Down the Nile: Alone in a Fisherman’s Skiff– Rosemary Mahoney

As a kid, I was fascinated by Ancient Egypt. The history, the culture, the belief system, everything! (I will not confirm nor deny that I made my own form of hieroglyphics and was obsessed with the Mummy movies.) So, when this book, Down the Nile: Alone in a Fisherman’s Skiff kept popping up as a must read, I was excited that my literary journey was taking me to Egypt next.


Down the Nile is the journey of one woman who wants to buy a boat and row down the Nile alone. She faces numerous struggles, especially finding someone that her a boat. But, the book is so much more than this. It’s a crossroads of Egyptian history, contemporary culture, and Mahoney’s personal journey. The way she intertwines each of these dimensions into her story makes this read interesting and quick to read.


One of my favorite aspects of this book is the female lead. It gives this story a depth or an angle that wouldn’t be there if it was a male lead. Mahoney combines the challenges solo female travelers face, and how the gender inequality in Egypt amplified these challenges. I’ve personally never done a solo trip, but I could still relate to different experiences she had.


I was pleasantly surprised the book didn’t take place at all in Cairo, but in the smaller village of Aswan. I won’t lie, i was a little hesitant to read a book that didn’t take place in the capital city, the city that I knew most about. But honestly, this setting was so much better. Travelling is so different when you step outside the city! (I’m sure I’ll elaborate more on this idea when I talk more about some of my own travel adventures. Hint hint: Cuba!)


Let me wrap up, like I’ll probably end up doing at the end of each of these posts. Would I recommend this book? ABSOLUTELY. Does this book make me want to go to Egypt? It really does!
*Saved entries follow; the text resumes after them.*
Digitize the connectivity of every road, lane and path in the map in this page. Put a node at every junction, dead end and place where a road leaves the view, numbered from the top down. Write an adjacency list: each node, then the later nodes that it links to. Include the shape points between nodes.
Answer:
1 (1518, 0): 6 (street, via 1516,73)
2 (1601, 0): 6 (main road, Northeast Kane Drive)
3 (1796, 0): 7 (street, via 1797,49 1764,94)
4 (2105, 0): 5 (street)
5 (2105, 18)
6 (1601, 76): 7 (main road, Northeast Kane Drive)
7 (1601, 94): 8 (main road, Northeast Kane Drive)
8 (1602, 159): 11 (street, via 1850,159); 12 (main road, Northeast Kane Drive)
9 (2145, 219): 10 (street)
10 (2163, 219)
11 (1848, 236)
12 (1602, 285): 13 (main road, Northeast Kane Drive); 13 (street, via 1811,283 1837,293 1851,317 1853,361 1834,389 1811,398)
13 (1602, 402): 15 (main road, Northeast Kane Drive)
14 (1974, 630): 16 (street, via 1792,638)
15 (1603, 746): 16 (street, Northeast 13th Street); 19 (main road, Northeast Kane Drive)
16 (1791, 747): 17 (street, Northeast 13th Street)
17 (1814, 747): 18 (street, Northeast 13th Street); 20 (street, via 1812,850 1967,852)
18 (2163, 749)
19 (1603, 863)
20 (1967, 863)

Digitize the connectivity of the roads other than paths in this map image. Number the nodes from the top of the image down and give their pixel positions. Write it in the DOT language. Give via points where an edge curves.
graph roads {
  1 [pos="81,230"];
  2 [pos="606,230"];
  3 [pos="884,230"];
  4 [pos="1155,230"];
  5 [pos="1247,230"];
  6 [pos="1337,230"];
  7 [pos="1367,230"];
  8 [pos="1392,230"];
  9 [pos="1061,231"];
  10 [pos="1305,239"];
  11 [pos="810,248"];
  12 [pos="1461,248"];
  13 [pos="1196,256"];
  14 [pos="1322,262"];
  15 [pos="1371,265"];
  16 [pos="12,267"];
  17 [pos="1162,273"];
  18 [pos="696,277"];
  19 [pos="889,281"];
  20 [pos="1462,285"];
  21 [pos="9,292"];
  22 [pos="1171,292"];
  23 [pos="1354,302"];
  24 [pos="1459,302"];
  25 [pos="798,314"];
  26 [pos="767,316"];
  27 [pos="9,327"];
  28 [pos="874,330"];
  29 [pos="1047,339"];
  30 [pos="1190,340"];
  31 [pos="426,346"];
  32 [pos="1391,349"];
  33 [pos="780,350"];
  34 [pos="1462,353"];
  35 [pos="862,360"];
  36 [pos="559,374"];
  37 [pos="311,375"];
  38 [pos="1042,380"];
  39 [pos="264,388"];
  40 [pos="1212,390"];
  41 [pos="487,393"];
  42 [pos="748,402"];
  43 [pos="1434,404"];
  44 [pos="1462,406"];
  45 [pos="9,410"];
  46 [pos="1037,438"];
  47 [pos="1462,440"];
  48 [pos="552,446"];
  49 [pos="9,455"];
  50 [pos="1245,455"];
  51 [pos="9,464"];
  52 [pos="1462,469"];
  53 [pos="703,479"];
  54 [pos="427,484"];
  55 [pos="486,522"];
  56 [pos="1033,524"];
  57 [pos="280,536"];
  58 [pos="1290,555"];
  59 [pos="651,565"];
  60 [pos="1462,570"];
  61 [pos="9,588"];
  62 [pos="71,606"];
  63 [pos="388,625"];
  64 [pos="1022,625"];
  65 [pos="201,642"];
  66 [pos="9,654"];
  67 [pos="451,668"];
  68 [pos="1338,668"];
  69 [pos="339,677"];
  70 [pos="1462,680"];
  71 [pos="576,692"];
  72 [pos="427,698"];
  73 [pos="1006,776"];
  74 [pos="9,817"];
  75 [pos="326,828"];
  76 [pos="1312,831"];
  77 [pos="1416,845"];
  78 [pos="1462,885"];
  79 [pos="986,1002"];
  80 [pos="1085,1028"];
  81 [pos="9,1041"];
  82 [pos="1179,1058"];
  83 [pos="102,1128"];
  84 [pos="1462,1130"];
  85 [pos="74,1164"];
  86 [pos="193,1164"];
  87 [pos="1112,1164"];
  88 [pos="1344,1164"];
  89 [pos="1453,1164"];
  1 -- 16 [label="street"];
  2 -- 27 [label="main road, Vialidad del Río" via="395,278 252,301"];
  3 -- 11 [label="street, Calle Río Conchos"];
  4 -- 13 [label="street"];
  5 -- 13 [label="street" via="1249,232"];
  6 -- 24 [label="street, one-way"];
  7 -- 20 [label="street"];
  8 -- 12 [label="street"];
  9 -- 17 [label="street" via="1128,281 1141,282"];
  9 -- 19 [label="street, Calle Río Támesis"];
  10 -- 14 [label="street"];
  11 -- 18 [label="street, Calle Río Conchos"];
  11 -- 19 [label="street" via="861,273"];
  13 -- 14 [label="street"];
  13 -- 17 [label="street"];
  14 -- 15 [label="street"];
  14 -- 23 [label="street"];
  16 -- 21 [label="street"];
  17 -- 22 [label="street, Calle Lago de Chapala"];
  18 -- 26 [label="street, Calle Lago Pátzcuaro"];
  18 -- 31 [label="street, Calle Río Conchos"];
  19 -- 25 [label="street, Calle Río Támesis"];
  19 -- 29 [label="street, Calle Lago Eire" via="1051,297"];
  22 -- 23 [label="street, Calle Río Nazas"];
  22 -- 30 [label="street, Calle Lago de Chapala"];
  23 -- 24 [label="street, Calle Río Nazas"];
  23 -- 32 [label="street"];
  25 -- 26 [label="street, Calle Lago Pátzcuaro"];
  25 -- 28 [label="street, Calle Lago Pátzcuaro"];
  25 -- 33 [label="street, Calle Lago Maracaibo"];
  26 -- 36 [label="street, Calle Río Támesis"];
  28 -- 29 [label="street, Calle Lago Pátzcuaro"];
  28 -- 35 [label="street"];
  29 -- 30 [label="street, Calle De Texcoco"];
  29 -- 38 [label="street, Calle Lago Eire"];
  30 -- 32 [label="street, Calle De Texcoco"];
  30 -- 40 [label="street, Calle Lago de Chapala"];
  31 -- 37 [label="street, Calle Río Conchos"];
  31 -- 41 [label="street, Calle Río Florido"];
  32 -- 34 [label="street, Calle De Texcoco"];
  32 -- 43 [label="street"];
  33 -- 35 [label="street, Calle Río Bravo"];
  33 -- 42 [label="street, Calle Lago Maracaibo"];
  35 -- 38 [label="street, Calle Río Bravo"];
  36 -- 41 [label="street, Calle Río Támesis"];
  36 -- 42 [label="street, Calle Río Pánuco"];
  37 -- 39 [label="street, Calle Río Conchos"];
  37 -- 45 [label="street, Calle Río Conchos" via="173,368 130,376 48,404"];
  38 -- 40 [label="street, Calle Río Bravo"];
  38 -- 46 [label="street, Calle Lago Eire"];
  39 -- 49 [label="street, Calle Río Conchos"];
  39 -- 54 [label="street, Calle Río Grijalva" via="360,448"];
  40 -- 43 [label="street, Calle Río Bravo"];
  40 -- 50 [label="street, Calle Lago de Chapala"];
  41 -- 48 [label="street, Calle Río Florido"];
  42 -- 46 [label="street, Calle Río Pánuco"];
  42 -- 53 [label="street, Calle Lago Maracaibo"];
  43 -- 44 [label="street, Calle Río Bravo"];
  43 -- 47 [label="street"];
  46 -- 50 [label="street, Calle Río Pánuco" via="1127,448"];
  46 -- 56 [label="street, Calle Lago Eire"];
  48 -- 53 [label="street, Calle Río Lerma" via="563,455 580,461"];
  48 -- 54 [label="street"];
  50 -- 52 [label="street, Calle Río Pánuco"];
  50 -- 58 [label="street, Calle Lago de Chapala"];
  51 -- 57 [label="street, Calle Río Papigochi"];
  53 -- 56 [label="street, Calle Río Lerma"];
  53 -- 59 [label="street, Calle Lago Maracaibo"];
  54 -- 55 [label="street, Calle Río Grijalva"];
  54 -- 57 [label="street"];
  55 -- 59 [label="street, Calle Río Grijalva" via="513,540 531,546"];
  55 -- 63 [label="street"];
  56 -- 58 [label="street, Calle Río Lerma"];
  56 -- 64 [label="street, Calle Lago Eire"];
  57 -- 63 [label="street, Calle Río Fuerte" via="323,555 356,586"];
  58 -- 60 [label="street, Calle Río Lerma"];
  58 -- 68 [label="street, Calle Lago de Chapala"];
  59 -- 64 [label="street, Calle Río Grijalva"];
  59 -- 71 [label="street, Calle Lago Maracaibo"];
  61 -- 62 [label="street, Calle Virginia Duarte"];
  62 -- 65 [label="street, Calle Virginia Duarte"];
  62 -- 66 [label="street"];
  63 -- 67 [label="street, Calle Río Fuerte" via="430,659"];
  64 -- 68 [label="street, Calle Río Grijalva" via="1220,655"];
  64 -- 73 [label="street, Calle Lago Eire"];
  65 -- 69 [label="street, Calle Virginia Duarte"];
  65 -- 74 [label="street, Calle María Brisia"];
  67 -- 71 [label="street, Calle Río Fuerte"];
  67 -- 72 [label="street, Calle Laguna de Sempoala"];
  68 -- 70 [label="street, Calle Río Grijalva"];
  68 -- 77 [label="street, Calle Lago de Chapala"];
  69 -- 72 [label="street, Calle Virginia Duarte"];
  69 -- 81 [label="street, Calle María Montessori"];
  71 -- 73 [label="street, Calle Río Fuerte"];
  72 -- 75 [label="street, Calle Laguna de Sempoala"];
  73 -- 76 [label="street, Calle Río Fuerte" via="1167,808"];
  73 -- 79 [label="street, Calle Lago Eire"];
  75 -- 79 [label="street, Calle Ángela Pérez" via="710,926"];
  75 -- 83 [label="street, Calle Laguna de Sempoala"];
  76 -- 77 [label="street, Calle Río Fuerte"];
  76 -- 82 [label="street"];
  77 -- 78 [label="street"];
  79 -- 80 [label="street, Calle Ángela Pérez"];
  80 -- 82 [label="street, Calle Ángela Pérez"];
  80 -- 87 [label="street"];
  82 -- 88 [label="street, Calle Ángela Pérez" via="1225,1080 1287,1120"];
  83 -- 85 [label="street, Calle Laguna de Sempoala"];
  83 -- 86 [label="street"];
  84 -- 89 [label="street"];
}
♦♦ Culture Bit: Egypt is Everywhere ♦♦

One thing Mahoney mentioned was how Egypt was everywhere, specifically naming some places in France such as the Louvre and Place de la Concorde, aka two places I visited when I was living in Paris. The first photo below is of a Sphinx hosted in the Louvre. I don’t have my own picture of Place de la Concorde, but I do vividly remember getting off the metro stop and popping up near this square when I was on the way to the doctor. (What a story!) I also remember going to an some Egyptian culture exhibit at the Buffalo Science Museum when I was 10?
Living in DC has also presented some symbols of Egypt in my daily life. First, the Washington Monument is an obelisk, which were popular in Egyptian architecture. Secondly, I live in Alexandria, right near the George Washington Masonic National Memorial. (Second picture below is of the memorial.) This building was designed after the ancient lighthouse of Alexandria.